Data for review
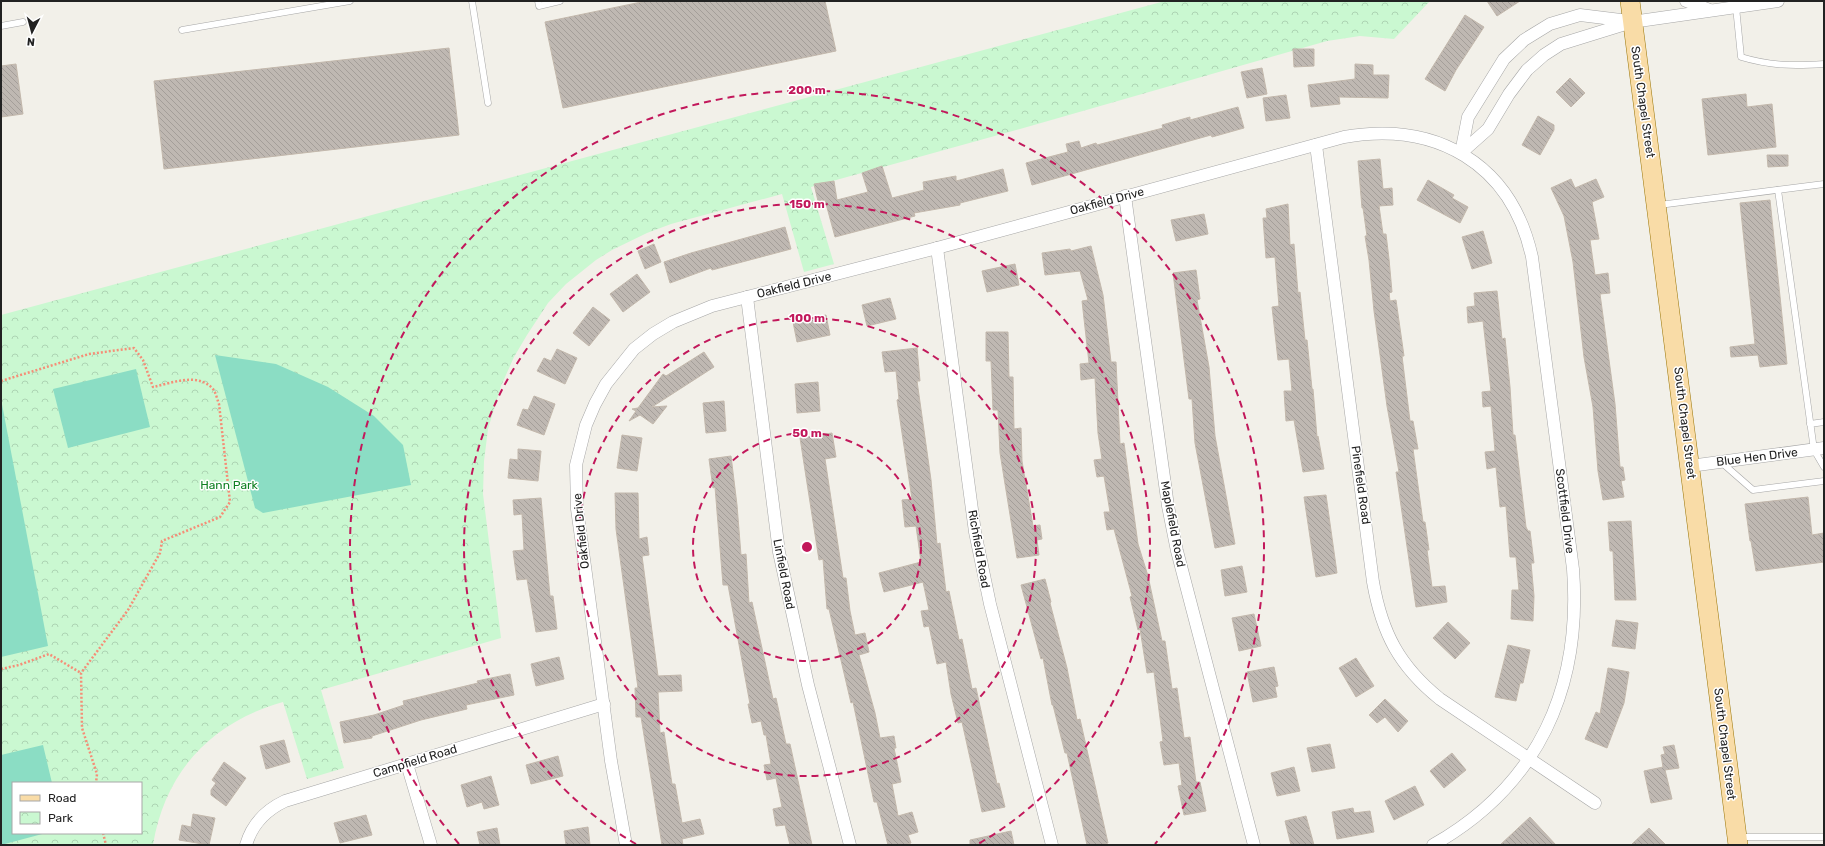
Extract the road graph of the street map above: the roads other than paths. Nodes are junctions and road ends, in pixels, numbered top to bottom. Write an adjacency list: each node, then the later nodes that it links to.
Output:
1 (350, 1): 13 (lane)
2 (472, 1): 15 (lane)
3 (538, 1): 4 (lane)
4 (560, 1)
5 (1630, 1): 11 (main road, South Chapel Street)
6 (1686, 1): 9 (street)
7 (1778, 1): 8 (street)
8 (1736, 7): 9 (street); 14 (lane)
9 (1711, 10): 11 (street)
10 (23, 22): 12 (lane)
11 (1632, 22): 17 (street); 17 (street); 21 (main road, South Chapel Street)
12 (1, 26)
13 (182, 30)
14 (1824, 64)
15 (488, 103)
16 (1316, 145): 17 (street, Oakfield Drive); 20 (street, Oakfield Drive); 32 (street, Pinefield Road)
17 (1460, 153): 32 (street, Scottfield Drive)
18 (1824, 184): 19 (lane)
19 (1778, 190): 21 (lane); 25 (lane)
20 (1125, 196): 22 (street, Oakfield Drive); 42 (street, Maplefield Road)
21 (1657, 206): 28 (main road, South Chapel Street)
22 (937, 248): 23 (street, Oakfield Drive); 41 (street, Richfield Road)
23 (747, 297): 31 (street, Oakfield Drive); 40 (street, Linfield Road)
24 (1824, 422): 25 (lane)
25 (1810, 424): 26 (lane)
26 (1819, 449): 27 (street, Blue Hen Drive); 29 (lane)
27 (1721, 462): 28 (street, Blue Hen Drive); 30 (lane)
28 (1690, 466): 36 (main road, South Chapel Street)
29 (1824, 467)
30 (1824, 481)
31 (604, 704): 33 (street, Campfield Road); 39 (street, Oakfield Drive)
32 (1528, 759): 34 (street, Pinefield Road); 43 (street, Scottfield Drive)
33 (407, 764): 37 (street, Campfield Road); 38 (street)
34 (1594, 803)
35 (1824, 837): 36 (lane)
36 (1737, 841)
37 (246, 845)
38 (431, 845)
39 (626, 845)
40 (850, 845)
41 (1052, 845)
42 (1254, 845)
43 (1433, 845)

Goal of the exercise
Would you retype the entries above in full, exactly as written, minus the pictures?

Response to this task
Extract the road graph of the street map above: the roads other than paths. Nodes are junctions and road ends, in pixels, numbered top to bottom. Write an adjacency list: each node, then the later nodes that it links to.
Output:
1 (350, 1): 13 (lane)
2 (472, 1): 15 (lane)
3 (538, 1): 4 (lane)
4 (560, 1)
5 (1630, 1): 11 (main road, South Chapel Street)
6 (1686, 1): 9 (street)
7 (1778, 1): 8 (street)
8 (1736, 7): 9 (street); 14 (lane)
9 (1711, 10): 11 (street)
10 (23, 22): 12 (lane)
11 (1632, 22): 17 (street); 17 (street); 21 (main road, South Chapel Street)
12 (1, 26)
13 (182, 30)
14 (1824, 64)
15 (488, 103)
16 (1316, 145): 17 (street, Oakfield Drive); 20 (street, Oakfield Drive); 32 (street, Pinefield Road)
17 (1460, 153): 32 (street, Scottfield Drive)
18 (1824, 184): 19 (lane)
19 (1778, 190): 21 (lane); 25 (lane)
20 (1125, 196): 22 (street, Oakfield Drive); 42 (street, Maplefield Road)
21 (1657, 206): 28 (main road, South Chapel Street)
22 (937, 248): 23 (street, Oakfield Drive); 41 (street, Richfield Road)
23 (747, 297): 31 (street, Oakfield Drive); 40 (street, Linfield Road)
24 (1824, 422): 25 (lane)
25 (1810, 424): 26 (lane)
26 (1819, 449): 27 (street, Blue Hen Drive); 29 (lane)
27 (1721, 462): 28 (street, Blue Hen Drive); 30 (lane)
28 (1690, 466): 36 (main road, South Chapel Street)
29 (1824, 467)
30 (1824, 481)
31 (604, 704): 33 (street, Campfield Road); 39 (street, Oakfield Drive)
32 (1528, 759): 34 (street, Pinefield Road); 43 (street, Scottfield Drive)
33 (407, 764): 37 (street, Campfield Road); 38 (street)
34 (1594, 803)
35 (1824, 837): 36 (lane)
36 (1737, 841)
37 (246, 845)
38 (431, 845)
39 (626, 845)
40 (850, 845)
41 (1052, 845)
42 (1254, 845)
43 (1433, 845)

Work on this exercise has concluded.